10 things having a learning disability doesn’t change

People with learning disabilities have significant challenges in life; I am not one to minimize those. And there are ways we are different from neurotypical people and I don’t want to minimize those, either. But it’s easy to lose sight of the many things that having an LD doesn’t change. Here are some:

  1. We’re human. As humans, we have and deserve the same rights as other humans. These rights may be those declared by the government in the country we live in, or they may be universal rights. But denying rights to us simply because we are LD is immoral.
  2. We can communicate. Some LDs make certain types of communication harder. None make it impossible. Indeed, almost no human condition makes communication impossible (some very profound disabilities may make it very difficult indeed). Not only can we say things, we can hear them and read them.

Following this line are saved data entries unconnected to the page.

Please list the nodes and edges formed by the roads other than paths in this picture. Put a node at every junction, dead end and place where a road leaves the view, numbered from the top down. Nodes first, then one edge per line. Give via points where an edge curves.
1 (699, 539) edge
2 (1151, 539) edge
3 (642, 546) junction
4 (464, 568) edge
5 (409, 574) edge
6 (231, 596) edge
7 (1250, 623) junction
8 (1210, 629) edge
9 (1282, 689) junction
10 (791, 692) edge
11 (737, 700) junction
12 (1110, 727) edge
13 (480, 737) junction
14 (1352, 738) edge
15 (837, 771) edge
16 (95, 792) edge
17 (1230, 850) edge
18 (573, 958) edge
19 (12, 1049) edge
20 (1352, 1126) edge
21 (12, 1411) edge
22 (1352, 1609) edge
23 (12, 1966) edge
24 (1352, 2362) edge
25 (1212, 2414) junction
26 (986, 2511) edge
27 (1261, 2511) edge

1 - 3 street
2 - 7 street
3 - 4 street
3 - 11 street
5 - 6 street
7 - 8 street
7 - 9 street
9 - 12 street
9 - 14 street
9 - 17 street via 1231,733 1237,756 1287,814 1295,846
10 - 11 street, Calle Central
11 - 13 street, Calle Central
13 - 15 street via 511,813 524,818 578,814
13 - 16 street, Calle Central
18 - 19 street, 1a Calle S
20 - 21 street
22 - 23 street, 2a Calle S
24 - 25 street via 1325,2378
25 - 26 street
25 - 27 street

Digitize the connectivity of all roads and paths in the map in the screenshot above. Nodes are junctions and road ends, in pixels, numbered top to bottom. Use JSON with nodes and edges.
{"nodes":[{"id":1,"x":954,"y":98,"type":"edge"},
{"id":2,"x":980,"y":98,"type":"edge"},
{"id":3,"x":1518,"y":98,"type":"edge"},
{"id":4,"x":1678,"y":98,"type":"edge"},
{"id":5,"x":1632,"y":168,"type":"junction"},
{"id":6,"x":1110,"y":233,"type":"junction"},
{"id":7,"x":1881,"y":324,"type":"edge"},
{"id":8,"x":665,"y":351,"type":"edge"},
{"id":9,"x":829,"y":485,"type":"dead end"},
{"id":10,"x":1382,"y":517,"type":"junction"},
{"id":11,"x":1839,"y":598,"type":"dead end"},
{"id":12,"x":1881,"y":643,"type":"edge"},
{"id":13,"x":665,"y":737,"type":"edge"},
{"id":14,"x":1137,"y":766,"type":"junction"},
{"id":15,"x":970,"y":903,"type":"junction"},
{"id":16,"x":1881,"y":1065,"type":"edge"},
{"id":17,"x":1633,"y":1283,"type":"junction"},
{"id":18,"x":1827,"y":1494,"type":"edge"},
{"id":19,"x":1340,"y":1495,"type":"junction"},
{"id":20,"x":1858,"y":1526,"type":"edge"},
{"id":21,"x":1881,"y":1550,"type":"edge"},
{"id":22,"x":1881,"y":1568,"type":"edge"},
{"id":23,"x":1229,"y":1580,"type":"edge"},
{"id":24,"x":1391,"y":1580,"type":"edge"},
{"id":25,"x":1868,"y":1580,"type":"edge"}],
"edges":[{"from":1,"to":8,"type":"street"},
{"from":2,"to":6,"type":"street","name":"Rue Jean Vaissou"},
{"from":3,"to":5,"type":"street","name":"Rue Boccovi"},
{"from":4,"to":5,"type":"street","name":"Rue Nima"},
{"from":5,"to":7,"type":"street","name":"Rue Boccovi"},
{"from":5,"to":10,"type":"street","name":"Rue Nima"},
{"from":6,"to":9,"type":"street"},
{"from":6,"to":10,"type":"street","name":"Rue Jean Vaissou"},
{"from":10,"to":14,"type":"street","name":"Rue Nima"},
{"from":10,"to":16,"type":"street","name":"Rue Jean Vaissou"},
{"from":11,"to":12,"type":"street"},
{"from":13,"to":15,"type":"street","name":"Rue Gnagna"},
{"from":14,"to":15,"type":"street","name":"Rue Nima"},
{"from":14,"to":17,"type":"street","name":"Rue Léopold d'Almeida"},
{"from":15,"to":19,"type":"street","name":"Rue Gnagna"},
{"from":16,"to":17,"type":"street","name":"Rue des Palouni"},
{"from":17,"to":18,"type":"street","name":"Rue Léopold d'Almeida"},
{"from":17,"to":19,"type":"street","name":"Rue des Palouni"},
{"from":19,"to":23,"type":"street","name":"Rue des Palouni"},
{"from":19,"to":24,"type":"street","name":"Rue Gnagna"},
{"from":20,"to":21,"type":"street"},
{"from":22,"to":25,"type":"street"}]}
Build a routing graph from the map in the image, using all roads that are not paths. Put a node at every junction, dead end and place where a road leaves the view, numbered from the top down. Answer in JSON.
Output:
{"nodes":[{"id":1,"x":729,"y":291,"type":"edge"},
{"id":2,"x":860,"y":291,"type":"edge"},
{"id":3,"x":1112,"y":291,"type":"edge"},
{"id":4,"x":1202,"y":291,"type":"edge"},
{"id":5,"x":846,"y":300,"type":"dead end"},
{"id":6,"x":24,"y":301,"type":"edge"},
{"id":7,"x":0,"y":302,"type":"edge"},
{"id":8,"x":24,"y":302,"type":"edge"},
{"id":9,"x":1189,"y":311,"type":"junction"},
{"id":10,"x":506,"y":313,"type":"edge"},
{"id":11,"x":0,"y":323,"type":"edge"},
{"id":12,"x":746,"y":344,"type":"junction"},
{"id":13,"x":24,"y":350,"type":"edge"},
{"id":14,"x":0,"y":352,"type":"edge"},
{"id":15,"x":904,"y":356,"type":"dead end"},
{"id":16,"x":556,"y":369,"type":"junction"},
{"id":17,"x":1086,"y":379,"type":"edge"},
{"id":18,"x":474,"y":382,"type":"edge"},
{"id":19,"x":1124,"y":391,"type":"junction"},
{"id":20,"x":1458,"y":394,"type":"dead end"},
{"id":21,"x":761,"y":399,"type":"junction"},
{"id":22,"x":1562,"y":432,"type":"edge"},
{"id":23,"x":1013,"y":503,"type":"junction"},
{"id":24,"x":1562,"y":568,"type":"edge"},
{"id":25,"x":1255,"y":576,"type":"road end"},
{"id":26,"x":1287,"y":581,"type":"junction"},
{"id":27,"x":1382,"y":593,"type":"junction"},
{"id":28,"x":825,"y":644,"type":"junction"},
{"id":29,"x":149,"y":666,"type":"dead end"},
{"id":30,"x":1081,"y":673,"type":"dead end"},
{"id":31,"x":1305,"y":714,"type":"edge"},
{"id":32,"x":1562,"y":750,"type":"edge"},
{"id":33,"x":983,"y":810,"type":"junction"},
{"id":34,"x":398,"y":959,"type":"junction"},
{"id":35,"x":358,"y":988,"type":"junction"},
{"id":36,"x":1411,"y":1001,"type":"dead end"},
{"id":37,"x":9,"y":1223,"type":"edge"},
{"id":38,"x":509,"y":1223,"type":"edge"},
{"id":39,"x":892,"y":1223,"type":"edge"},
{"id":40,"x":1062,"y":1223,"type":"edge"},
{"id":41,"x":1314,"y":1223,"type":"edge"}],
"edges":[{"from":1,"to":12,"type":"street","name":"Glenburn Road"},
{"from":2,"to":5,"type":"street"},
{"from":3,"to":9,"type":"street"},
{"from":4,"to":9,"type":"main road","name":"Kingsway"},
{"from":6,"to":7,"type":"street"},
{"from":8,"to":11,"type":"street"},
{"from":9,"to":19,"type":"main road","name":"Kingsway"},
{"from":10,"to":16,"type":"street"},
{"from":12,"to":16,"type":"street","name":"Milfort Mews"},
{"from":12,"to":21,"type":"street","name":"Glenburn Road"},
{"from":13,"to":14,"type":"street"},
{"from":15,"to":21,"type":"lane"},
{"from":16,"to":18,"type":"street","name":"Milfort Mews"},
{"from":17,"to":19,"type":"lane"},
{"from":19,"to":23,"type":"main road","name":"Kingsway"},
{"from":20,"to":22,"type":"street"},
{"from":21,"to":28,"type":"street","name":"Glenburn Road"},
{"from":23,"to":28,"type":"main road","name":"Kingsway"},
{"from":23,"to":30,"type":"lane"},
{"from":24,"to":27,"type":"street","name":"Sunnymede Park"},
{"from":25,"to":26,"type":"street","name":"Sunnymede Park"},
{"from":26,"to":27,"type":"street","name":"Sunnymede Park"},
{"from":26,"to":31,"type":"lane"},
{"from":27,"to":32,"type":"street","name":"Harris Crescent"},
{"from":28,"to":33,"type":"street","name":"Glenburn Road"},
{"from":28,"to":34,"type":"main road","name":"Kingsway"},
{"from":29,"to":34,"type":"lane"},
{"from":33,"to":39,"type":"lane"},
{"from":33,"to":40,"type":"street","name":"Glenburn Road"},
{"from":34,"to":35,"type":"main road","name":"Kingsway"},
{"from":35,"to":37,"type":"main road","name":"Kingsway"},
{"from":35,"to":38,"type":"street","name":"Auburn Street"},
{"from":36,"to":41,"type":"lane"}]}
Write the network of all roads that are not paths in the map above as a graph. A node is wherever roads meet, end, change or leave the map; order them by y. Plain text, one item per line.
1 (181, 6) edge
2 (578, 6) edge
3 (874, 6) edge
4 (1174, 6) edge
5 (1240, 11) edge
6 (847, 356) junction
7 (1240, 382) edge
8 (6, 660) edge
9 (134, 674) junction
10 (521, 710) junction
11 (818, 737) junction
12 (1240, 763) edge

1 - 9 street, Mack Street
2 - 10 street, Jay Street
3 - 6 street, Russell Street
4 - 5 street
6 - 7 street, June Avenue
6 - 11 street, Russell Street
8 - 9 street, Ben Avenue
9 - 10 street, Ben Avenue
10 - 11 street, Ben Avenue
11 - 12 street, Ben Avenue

If you are talking about us, we hear you.
  3. We are not our conditions. Just as you can be described by many adjectives, but defined by none, so can we.
  4. We can love.
  5. We can be loved.  Most parents of LD kids know this. Some people have more trouble thinking about it in terms of romantic love; and there are even some people who can’t love people who have disabilities. Poor them.
  6. We can be amused.
  7. We can not be amused (just like Queen Victoria!)
  8. We can be fun to be around.
  9. We can be a pain in the *** to be around.
  10. In sum, I’ll go with Shakespeare:

Hath not a Jew eyes? Hath not a Jew hands, organs,
dimensions, senses, affections, passions; fed with
the same food, hurt with the same weapons, subject
to the same diseases, heal’d by the same means,
warm’d and cool’d by the same winter and summer
as a Christian is? If you prick us, do we not bleed?
If you tickle us, do we not laugh? If you poison us,
do we not die? And if you wrong us, shall we not revenge?

Just substitute “LD person” for Jew”.